■ **Data records**:
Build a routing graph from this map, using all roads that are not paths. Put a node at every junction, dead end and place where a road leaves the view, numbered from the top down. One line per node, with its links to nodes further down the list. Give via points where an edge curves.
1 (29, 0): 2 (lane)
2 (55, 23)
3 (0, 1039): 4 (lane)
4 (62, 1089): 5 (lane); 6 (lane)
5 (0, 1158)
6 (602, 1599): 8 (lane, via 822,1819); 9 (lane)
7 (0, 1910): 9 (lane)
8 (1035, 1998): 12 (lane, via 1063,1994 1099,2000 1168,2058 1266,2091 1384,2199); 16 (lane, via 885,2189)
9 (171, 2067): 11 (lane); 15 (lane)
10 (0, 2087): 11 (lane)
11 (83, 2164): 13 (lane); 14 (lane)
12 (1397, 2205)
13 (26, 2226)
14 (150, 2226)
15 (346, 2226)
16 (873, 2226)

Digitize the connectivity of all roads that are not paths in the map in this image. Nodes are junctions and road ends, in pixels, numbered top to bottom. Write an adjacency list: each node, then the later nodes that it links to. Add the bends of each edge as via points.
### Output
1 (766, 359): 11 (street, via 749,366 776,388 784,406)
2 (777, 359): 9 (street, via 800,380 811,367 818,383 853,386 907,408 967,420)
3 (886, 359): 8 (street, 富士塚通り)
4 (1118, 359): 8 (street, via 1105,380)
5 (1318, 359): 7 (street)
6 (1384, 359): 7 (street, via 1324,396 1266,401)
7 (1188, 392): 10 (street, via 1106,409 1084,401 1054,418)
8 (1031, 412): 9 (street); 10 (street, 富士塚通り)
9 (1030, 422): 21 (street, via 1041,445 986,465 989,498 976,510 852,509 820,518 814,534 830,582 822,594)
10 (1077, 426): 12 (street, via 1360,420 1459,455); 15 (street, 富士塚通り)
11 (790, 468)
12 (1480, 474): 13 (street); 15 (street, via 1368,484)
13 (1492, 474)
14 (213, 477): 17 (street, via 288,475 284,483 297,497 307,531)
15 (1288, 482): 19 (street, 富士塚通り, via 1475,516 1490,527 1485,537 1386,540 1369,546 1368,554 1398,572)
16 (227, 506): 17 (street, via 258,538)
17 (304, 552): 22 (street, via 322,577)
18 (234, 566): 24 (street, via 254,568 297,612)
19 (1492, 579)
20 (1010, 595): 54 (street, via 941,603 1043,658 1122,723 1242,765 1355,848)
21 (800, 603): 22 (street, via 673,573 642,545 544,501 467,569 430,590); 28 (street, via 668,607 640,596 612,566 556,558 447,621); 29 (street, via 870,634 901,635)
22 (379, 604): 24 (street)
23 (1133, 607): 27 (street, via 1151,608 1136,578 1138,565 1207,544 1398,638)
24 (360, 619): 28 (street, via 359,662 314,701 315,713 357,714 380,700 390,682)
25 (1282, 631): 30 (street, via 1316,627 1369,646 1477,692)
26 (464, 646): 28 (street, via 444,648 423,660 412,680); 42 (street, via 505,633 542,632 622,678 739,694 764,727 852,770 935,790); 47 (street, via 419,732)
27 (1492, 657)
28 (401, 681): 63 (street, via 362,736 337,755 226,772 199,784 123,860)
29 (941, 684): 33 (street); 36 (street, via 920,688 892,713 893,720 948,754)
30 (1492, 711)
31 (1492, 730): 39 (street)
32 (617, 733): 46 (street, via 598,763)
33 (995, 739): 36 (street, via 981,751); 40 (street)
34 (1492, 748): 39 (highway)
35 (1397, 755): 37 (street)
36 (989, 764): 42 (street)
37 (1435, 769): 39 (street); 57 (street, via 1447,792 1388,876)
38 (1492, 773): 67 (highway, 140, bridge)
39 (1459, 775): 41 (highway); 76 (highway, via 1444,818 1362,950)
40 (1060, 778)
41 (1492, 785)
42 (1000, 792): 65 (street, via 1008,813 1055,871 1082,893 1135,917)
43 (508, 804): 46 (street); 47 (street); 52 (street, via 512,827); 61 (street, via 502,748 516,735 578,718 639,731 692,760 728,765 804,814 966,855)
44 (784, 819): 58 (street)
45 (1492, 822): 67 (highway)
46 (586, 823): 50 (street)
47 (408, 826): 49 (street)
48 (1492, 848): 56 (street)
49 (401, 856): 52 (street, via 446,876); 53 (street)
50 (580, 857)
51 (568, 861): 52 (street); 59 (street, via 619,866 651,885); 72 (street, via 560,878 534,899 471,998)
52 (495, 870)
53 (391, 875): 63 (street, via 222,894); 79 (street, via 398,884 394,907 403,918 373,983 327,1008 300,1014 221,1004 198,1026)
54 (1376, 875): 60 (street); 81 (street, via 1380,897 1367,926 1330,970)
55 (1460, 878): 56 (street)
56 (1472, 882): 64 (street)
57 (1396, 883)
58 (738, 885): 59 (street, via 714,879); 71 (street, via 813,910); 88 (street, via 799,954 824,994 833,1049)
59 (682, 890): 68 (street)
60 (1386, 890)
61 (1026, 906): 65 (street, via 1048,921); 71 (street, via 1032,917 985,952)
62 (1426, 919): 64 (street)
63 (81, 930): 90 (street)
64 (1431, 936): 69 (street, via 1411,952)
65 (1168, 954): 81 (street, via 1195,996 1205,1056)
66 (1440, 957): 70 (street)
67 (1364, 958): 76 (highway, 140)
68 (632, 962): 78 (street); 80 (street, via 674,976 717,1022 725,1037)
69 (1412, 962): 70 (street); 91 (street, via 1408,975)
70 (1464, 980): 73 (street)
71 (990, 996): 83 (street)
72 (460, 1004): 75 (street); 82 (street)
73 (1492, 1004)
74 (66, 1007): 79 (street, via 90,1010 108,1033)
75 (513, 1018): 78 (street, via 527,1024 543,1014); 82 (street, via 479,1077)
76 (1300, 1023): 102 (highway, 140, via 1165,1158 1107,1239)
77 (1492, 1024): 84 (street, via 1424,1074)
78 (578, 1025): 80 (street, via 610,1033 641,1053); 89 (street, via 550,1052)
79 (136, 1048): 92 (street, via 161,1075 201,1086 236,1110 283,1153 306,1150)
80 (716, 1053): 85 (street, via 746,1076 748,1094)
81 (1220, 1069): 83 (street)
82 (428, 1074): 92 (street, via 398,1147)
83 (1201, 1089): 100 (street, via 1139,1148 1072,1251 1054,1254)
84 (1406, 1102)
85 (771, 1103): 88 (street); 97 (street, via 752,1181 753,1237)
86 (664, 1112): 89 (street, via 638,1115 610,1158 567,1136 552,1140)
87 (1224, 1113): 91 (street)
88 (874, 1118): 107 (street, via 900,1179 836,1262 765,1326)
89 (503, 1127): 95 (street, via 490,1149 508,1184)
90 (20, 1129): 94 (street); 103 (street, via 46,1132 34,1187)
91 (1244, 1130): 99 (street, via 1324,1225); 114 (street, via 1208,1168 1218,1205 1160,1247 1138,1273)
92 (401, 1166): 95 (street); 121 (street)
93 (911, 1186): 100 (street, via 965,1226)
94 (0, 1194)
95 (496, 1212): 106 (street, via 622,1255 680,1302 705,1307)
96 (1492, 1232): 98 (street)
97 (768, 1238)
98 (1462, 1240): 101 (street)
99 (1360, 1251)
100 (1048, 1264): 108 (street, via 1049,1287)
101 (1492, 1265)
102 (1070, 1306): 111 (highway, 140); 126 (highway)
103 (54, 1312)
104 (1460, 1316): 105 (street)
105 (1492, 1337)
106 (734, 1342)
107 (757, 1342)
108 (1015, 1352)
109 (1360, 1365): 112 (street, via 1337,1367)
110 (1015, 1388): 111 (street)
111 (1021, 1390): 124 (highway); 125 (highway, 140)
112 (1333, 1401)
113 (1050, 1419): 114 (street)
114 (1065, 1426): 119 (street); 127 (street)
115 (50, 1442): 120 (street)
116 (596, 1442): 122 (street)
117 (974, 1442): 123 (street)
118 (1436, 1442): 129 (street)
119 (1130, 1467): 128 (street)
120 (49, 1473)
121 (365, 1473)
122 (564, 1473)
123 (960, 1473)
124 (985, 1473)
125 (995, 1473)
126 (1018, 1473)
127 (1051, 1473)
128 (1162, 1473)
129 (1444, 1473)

■ **What is being asked**:
Apply a filter to the listing above so that only lines with "points" are kept, and copy those lines.

■ **Answer to the exercise**:
Build a routing graph from this map, using all roads that are not paths. Put a node at every junction, dead end and place where a road leaves the view, numbered from the top down. One line per node, with its links to nodes further down the list. Give via points where an edge curves.
Digitize the connectivity of all roads that are not paths in the map in this image. Nodes are junctions and road ends, in pixels, numbered top to bottom. Write an adjacency list: each node, then the later nodes that it links to. Add the bends of each edge as via points.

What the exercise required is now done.